Under the minimum-offer-price rule, in order for a new power plant to bid into a PJM capacity futures market, that owner had to bid at least a specified minimum price in order to avoid distorting the market price for capacity. FERC had approved certain exceptions to this requirement for certain power plants, including state-mandated capacity. But PJM later changed its mind and asked FERC to take away the exception for state-mandated gas-fired power plants, and FERC agreed. That decision is now on appeal.
However, the FERC decisions regarding the PJM capacity market strongly suggest that FERC viewed its jurisdiction to review how state-mandated resources can be offered in the PJM market as sufficient to maintain its exclusive jurisdiction over pricing and sales in the wholesale markets. For example, FERC said in the last order approving the requirement that state-mandated gas-fired power plants be subject to the minimum-offer-price rule: “We believe that the [minimum-offer-price rule] that we accept, subject to modification in this proceeding, including the unit-specific review process proposed in PJM’s compliance filing, serves to reconcile the tension that has arisen between the policies enacted by states and localities that seek to construct specific resources, and our statutory obligation to ensure the justness and reasonableness of the price determined in [PJM’s capacity pricing model for selecting capacity].” FERC went on to state that its order would ensure “that the wholesale capacity market prices remain at just and reasonable levels.”

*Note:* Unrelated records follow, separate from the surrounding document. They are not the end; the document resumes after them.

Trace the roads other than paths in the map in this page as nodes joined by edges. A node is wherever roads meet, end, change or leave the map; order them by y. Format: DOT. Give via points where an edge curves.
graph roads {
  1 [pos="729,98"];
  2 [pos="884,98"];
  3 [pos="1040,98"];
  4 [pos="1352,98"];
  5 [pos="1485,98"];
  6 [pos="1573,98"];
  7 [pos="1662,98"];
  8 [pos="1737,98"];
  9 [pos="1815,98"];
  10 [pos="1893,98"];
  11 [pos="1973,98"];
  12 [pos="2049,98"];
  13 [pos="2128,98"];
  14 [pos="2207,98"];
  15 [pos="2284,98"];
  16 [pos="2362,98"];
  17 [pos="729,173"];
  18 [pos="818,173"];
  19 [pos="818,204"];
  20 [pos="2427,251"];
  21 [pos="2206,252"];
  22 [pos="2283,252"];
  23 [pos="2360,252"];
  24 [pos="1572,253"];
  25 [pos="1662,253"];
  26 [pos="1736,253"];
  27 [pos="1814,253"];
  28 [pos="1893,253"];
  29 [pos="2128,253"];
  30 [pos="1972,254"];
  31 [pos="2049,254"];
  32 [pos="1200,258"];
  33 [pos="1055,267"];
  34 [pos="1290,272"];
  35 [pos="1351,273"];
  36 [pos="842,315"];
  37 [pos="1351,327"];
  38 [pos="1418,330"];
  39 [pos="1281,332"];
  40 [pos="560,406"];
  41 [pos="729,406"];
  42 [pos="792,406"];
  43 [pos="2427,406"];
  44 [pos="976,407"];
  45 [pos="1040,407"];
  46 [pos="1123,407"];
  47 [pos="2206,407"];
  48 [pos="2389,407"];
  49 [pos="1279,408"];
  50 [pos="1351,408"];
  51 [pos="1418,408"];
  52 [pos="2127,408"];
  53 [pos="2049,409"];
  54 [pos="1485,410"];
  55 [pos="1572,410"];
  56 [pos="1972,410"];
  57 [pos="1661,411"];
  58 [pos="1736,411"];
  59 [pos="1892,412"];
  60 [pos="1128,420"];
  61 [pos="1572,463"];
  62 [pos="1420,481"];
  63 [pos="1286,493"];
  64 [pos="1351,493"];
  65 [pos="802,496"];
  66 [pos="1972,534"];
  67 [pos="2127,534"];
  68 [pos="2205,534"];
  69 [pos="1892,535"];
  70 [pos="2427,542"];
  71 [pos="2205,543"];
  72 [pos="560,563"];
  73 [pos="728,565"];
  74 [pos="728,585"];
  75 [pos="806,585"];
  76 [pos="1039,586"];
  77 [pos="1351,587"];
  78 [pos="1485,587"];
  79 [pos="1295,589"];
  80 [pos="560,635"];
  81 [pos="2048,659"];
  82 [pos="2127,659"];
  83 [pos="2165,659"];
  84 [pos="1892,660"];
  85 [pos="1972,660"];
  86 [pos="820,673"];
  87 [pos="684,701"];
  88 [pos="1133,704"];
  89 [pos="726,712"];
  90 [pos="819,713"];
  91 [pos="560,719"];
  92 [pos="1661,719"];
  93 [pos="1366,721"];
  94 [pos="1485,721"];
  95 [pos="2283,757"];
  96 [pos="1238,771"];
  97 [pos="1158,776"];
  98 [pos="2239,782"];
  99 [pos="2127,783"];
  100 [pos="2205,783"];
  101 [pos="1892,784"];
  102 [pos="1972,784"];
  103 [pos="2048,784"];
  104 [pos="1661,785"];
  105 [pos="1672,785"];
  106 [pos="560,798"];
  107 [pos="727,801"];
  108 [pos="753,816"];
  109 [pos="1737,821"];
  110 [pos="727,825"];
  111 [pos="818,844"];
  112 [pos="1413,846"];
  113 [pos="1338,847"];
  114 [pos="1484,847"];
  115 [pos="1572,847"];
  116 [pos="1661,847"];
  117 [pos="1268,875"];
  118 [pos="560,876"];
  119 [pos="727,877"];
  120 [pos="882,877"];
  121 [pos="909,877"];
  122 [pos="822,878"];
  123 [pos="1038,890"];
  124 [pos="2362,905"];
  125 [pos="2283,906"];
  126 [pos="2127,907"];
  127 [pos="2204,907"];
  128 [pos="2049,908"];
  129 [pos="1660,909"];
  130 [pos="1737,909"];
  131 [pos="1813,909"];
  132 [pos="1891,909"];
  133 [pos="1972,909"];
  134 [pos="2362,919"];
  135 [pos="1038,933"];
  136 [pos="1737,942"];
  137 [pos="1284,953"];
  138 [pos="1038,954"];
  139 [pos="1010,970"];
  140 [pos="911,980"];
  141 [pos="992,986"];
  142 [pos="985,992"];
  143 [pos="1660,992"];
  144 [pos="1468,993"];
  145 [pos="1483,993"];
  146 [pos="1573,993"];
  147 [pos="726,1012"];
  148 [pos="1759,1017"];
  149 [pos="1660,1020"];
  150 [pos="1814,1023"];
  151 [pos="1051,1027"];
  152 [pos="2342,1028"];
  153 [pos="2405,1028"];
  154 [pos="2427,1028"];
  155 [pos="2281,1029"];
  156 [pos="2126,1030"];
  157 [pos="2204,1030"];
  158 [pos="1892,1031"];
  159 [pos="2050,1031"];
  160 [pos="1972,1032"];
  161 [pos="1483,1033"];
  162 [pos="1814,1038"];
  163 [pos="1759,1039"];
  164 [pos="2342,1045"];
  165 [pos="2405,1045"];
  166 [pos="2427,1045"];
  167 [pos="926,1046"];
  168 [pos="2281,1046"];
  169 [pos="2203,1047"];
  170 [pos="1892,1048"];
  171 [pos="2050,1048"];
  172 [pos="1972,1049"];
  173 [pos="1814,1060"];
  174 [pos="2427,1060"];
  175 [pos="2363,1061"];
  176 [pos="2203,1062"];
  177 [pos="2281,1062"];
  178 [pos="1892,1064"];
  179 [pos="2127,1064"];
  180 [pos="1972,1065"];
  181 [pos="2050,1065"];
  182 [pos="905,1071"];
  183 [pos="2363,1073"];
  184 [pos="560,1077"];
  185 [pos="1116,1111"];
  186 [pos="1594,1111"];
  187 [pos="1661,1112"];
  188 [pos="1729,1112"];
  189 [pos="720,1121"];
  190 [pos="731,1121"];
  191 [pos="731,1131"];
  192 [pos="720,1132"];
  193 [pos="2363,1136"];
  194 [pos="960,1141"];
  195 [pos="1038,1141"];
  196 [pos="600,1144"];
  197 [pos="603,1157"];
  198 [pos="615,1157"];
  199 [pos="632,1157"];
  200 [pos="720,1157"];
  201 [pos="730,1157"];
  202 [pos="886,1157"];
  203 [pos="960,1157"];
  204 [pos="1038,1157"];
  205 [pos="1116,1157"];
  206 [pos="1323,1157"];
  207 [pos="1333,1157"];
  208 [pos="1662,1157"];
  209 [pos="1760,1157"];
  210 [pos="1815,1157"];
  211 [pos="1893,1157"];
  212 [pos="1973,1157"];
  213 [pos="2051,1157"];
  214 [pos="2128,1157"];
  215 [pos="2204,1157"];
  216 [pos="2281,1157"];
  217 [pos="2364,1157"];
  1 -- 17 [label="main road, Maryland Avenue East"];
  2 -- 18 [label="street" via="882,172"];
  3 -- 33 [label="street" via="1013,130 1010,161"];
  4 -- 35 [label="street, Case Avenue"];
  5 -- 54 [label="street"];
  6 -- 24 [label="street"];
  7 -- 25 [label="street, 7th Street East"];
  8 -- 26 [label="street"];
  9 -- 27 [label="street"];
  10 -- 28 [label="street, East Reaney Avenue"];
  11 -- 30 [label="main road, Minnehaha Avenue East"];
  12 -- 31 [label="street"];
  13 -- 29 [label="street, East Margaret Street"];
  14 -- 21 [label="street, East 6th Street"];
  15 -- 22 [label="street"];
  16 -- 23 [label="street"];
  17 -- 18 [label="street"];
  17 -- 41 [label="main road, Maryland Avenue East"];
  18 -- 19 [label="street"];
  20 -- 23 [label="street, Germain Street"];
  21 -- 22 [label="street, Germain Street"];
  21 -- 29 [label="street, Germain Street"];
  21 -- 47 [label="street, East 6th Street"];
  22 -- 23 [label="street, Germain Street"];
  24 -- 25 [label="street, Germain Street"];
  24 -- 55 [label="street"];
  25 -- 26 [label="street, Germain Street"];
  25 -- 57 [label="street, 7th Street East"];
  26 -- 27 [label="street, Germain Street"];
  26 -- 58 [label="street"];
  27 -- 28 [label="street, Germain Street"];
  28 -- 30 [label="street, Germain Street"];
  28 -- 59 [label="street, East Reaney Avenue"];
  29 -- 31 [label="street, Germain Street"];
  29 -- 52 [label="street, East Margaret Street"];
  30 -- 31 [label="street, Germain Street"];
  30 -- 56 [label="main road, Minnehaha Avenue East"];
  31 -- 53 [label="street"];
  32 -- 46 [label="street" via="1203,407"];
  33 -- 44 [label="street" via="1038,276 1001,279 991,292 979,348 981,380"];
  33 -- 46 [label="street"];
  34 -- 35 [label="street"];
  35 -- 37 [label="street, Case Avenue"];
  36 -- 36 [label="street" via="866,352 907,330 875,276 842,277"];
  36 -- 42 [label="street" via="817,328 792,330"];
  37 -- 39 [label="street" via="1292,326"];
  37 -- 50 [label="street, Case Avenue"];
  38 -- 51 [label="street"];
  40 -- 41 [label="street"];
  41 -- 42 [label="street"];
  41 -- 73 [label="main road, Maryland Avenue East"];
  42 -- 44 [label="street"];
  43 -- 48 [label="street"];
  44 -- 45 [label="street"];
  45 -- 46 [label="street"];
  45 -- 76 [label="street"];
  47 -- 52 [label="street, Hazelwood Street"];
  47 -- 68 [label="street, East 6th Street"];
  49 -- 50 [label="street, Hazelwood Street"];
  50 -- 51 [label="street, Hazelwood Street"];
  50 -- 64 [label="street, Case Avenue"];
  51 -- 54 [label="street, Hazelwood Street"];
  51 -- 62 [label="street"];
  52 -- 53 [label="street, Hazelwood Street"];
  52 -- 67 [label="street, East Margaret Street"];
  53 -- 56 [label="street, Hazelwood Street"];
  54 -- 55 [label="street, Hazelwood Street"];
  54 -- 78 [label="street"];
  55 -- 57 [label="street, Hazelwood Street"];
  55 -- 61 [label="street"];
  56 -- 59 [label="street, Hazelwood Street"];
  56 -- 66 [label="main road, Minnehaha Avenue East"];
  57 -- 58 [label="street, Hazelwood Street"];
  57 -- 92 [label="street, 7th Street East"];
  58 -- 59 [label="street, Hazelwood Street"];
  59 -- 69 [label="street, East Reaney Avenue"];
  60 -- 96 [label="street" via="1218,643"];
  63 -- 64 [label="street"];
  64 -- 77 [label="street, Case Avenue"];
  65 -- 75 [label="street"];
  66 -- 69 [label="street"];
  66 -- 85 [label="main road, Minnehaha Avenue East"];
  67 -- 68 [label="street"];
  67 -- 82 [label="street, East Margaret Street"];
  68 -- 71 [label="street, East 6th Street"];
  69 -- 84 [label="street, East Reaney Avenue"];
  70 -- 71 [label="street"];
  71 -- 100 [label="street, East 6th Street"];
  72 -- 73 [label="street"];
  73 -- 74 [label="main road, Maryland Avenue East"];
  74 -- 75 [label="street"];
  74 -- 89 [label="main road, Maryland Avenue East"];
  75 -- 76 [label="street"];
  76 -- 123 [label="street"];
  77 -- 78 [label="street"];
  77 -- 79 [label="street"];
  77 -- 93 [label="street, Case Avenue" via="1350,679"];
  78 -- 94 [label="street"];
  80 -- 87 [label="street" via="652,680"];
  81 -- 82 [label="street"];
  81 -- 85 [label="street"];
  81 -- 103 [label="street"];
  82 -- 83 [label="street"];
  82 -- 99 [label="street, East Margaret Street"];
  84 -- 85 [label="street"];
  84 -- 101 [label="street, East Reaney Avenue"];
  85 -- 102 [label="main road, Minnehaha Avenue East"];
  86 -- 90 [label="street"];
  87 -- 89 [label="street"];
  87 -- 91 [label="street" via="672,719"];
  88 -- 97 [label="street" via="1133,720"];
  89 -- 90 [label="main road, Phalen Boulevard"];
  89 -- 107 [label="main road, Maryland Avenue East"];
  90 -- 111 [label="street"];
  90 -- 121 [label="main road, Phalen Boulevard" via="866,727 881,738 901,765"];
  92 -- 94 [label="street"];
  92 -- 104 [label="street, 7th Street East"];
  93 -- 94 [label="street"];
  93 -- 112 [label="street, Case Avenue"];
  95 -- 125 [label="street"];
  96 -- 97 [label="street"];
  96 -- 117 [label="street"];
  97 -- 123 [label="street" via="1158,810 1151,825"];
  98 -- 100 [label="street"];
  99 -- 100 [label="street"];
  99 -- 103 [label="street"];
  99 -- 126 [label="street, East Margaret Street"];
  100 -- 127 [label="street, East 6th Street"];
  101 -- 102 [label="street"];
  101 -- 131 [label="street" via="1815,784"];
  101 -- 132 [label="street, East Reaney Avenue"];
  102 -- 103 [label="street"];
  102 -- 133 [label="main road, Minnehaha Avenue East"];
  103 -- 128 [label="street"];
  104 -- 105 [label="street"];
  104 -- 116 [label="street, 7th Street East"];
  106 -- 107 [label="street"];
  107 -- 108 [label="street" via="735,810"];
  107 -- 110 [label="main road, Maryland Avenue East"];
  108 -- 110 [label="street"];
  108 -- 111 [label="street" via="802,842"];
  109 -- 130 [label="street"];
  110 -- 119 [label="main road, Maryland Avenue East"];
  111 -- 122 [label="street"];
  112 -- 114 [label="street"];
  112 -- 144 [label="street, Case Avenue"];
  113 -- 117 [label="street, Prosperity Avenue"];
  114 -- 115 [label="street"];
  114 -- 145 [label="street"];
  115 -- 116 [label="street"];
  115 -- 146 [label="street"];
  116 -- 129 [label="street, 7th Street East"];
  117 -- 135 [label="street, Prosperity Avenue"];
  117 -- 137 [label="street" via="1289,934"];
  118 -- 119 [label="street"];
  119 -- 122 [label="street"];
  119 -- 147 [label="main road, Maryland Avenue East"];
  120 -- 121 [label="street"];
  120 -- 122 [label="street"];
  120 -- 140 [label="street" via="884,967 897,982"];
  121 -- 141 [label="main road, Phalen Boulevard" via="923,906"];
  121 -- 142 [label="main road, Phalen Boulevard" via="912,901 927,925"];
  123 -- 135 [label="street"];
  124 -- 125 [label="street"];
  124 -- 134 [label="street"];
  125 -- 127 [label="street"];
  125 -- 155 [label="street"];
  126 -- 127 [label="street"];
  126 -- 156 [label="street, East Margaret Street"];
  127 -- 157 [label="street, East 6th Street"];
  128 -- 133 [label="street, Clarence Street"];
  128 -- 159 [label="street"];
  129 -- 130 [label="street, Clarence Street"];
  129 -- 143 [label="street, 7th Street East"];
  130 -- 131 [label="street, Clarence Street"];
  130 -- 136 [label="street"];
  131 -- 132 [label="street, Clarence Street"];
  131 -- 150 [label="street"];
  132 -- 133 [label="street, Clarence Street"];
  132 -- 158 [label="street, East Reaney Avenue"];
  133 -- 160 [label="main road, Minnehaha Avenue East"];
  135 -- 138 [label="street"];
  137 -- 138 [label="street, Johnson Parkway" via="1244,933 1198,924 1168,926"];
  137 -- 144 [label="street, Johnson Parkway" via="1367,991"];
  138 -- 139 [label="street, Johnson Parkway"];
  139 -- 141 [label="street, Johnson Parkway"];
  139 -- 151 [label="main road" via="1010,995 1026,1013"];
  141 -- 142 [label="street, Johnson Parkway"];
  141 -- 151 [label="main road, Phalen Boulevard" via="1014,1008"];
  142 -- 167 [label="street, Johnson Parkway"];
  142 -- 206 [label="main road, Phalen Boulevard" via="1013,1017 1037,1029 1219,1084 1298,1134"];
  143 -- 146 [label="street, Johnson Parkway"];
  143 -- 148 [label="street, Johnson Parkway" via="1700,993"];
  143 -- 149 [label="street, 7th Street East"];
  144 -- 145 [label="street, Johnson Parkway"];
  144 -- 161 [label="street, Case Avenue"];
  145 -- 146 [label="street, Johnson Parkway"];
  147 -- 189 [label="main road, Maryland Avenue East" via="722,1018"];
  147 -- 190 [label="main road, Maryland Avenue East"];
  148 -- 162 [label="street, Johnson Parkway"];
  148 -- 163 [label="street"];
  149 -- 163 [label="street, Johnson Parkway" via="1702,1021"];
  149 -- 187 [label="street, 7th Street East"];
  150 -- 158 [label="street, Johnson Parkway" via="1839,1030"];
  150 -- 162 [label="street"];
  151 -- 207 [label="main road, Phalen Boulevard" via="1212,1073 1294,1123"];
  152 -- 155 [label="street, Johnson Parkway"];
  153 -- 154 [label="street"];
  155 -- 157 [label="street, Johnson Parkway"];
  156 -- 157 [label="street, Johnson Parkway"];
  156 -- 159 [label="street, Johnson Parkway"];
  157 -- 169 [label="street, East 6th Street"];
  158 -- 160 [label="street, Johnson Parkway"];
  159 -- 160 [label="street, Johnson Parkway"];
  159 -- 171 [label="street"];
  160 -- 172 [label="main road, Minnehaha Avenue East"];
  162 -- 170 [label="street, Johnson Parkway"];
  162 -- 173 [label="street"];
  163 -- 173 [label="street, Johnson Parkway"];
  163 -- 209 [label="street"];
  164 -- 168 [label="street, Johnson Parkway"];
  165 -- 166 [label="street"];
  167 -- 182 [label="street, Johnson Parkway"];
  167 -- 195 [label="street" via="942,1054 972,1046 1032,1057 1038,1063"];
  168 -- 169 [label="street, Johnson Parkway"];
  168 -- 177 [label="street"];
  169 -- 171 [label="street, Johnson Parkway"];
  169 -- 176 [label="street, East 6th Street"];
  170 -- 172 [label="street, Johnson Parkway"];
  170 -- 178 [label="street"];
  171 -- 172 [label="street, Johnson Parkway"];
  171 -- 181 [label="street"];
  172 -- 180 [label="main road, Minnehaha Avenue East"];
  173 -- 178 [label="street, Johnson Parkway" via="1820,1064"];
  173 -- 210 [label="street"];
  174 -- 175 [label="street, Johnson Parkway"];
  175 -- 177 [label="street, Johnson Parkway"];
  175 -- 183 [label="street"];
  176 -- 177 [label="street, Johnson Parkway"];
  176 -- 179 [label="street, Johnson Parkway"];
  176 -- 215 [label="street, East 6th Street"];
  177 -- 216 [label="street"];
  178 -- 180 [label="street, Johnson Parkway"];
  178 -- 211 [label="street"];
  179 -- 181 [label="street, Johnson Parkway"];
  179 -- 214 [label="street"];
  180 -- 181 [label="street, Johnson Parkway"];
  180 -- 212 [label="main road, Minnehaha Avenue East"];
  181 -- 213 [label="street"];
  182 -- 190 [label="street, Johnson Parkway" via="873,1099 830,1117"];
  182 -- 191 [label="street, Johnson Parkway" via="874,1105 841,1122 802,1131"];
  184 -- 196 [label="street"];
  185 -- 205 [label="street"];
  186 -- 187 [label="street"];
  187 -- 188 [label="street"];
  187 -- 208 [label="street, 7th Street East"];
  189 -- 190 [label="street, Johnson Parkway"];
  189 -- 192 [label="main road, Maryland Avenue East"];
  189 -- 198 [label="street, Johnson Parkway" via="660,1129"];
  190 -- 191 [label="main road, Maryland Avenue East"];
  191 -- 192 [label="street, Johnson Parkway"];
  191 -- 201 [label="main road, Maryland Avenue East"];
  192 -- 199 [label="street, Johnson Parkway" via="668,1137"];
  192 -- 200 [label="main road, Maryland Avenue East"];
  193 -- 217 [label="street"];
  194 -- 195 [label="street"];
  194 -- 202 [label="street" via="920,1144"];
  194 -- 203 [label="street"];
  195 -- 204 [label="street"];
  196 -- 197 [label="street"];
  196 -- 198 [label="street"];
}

Moreover, FERC in that PJM order had no trouble affirming the PJM’s exemption for a different category of power plants, renewable wind and solar projects, from the minimum-offer-price requirement, regardless of whether they are QF or non-QF projects or are or are not encouraged under state-mandated solicitations and long-term contracts. This also suggests that FERC believes that its control over PJM’s rates and procedures is sufficient to maintain its exclusive federal jurisdiction over PJM wholesale rates without otherwise disturbing the states’ efforts to promote preferred generating resources.
It is not possible to predict the outcome of the federal appeals of these Maryland and New Jersey federal district court decisions. The issues may well turn on the appellate courts’ assessments of the distinction between a price that the wholesale generator ultimately receives under a state-mandated contract for differences and the price that the generator receives from the PJM market and whether this is a distinction that makes a difference under the supremacy clause.
It is also not possible to predict the spillover effect of these decisions in the event that the district court decisions are affirmed on appeal. However, the mere existence of these decisions casts a shadow on existing state programs and similar programs that states might seek to introduce in the future.